─── MATERIAL FOR THIS EXERCISE

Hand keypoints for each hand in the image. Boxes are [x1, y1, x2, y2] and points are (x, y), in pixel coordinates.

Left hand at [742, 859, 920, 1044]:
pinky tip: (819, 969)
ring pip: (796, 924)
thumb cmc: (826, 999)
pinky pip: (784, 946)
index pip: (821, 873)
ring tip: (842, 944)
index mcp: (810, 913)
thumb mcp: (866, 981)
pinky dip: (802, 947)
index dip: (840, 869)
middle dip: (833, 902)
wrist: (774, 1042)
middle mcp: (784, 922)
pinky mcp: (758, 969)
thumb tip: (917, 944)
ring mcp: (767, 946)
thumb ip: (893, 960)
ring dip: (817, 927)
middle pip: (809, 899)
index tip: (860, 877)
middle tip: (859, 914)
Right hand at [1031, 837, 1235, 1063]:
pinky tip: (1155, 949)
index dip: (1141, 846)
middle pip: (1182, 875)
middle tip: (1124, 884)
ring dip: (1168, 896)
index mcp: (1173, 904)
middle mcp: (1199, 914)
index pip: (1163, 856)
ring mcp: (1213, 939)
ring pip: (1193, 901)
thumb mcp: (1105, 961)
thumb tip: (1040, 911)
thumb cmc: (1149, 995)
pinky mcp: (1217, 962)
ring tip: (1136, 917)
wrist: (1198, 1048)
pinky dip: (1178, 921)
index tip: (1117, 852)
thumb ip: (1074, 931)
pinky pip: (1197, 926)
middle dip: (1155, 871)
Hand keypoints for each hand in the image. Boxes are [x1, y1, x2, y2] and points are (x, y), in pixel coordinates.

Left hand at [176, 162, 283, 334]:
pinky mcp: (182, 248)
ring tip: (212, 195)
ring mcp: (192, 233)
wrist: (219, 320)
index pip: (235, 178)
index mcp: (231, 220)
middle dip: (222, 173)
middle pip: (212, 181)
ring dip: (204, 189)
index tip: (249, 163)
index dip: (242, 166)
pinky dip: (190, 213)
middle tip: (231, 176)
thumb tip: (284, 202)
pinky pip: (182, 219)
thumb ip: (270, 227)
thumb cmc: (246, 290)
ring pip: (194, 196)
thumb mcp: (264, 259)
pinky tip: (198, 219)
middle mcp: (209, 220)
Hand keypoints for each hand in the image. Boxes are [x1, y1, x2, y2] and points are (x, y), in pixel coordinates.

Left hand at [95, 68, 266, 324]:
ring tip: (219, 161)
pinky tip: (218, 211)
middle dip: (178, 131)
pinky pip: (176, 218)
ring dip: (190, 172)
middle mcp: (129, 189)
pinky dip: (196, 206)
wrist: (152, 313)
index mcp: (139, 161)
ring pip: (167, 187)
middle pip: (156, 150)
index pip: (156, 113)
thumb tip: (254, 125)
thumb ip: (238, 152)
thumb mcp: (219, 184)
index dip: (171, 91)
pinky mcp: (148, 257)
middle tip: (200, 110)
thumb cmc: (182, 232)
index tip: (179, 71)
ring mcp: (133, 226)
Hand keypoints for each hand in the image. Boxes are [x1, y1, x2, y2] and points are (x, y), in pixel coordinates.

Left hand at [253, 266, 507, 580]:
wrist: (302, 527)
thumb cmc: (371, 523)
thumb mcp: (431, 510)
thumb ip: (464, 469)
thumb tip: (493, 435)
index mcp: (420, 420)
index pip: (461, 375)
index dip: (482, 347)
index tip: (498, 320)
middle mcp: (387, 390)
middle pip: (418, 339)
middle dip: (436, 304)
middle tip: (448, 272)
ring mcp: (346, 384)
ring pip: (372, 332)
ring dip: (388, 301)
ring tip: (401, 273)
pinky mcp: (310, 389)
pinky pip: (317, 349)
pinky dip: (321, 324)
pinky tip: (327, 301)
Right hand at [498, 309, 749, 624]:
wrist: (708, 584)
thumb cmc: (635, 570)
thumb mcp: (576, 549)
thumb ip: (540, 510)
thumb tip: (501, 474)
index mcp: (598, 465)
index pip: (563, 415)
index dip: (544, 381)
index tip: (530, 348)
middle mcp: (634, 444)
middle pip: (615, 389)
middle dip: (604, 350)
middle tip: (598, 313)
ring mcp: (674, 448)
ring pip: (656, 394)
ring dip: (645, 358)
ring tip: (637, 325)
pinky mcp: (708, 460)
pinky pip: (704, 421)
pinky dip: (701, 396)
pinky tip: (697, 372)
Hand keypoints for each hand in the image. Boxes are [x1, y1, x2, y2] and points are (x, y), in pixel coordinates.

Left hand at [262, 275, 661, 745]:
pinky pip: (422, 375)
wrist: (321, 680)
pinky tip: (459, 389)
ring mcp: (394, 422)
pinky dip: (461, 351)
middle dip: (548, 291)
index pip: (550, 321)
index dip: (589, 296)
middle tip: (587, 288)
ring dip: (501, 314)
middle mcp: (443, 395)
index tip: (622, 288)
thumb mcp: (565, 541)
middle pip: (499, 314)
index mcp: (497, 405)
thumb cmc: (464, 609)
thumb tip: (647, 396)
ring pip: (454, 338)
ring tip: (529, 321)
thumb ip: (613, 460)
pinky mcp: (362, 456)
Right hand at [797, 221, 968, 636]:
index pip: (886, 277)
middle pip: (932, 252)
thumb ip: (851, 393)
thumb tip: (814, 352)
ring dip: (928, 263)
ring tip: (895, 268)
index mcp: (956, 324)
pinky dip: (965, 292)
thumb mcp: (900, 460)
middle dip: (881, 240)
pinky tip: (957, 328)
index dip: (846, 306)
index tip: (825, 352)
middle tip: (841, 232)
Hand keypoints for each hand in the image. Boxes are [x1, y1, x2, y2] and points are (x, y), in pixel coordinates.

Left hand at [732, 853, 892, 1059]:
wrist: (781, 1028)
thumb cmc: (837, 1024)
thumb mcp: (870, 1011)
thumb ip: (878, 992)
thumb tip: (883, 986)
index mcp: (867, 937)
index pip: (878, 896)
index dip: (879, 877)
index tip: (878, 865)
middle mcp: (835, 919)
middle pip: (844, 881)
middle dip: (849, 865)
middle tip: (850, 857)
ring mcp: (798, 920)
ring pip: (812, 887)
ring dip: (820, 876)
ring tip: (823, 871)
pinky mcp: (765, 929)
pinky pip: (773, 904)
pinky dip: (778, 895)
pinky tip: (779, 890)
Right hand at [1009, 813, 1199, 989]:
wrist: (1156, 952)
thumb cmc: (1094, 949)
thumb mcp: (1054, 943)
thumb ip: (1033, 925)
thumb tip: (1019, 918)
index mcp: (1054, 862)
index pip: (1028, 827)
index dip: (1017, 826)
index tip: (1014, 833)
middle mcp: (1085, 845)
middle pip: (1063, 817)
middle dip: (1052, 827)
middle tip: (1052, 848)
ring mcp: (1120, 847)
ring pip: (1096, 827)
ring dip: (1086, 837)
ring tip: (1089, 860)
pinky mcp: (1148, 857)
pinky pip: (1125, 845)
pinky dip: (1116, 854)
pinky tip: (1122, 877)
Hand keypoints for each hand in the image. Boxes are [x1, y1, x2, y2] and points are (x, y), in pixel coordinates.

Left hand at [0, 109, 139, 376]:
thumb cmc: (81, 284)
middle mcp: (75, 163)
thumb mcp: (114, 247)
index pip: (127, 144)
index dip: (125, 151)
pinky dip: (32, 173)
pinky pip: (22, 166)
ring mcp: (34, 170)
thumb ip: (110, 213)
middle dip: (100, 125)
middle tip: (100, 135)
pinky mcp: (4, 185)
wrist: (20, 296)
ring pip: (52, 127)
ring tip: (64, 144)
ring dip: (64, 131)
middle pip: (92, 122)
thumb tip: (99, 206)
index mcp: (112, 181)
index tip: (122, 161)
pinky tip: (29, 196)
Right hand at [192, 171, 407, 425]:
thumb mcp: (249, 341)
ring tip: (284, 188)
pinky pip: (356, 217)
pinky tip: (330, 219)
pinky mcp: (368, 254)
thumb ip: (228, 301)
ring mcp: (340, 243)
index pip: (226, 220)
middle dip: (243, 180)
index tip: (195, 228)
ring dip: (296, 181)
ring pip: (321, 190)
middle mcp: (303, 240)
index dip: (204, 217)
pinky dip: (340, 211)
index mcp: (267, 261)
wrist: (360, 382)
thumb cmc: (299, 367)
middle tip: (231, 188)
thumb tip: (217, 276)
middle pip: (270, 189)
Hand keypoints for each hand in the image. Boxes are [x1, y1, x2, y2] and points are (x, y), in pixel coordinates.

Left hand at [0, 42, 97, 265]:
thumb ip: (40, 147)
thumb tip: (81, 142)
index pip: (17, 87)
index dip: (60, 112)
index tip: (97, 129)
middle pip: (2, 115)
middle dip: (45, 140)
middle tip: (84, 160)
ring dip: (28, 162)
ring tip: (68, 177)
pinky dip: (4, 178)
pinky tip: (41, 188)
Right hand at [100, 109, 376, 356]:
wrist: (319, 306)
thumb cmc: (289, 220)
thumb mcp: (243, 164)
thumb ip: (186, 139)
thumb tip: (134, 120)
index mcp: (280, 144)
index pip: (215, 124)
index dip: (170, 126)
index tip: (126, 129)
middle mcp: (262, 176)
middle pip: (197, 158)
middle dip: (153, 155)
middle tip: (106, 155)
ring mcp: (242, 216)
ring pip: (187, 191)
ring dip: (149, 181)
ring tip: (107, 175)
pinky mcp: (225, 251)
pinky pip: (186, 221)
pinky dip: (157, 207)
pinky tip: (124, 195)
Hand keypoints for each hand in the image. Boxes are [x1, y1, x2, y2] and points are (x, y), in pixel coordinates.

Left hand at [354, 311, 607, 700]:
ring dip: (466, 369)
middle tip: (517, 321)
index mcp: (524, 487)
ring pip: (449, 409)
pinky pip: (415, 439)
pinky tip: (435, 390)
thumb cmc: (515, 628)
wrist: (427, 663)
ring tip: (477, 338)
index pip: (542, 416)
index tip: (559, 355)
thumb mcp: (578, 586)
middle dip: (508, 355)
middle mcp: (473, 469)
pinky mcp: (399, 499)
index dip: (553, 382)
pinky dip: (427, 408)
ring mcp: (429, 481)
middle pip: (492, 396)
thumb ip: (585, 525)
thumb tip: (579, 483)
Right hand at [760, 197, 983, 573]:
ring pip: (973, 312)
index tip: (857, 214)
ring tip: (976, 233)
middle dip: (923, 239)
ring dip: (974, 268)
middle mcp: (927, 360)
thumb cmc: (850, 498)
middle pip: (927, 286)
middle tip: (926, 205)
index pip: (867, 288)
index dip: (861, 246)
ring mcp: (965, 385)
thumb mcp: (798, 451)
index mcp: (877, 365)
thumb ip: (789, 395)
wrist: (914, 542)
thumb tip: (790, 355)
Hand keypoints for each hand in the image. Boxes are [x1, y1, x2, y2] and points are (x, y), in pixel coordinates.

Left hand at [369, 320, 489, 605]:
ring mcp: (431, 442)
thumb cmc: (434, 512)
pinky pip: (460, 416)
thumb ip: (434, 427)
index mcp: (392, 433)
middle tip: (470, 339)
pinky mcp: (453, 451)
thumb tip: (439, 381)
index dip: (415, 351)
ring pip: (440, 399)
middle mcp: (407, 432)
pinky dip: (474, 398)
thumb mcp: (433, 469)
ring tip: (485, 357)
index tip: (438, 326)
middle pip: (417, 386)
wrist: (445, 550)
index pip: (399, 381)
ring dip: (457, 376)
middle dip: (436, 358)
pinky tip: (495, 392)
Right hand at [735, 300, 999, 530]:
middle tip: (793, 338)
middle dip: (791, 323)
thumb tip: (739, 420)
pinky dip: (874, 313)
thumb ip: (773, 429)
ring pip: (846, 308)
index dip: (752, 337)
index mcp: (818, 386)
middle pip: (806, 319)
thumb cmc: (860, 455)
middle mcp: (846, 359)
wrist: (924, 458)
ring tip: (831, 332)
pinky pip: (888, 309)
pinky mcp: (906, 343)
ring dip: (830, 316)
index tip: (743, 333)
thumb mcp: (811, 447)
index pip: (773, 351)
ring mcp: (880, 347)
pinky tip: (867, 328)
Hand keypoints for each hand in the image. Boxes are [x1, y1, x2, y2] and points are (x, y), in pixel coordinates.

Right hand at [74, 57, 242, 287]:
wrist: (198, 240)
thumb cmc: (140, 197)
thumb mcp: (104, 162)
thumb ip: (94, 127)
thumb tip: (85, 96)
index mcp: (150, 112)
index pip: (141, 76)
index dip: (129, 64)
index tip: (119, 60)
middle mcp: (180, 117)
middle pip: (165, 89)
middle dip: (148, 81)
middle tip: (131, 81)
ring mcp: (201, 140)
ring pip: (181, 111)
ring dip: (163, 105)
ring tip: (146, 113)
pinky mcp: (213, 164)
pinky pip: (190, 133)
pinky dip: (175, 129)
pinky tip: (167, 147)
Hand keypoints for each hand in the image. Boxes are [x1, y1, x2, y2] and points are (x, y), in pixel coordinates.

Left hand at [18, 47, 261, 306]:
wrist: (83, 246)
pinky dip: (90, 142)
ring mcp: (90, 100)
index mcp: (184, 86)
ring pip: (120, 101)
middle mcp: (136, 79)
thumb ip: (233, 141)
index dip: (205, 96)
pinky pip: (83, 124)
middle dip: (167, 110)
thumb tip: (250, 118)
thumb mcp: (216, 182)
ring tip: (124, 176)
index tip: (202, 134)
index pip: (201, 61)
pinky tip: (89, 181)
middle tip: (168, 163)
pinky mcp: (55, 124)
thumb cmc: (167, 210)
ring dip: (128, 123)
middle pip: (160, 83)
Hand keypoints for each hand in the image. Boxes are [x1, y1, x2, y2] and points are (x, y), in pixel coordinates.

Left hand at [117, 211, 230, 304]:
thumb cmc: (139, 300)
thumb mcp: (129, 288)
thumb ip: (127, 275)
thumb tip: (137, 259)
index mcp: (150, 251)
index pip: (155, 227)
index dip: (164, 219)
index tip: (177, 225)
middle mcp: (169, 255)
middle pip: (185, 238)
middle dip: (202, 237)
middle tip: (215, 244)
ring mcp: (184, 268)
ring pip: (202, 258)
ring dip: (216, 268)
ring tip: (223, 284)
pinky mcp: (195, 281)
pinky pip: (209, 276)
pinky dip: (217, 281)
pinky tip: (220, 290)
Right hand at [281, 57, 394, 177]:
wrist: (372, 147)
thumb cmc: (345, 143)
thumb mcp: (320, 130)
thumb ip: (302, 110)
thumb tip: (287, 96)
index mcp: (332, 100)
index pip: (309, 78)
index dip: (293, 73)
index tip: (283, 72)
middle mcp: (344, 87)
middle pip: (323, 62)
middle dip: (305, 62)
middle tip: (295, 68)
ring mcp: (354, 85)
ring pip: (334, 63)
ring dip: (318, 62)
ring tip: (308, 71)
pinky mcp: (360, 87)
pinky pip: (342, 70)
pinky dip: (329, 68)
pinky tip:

──────

▶ **EXERCISE**: Search the entries for the word "Right" and pick out every line that holds it.

▶ **SOLUTION TO THE PROBLEM**:
Right hand at [1031, 837, 1235, 1063]:
Right hand at [498, 309, 749, 624]:
Right hand at [797, 221, 968, 636]:
Right hand at [1009, 813, 1199, 989]:
Right hand at [192, 171, 407, 425]:
Right hand at [100, 109, 376, 356]:
Right hand at [760, 197, 983, 573]:
Right hand at [735, 300, 999, 530]:
Right hand at [74, 57, 242, 287]:
Right hand at [281, 57, 394, 177]:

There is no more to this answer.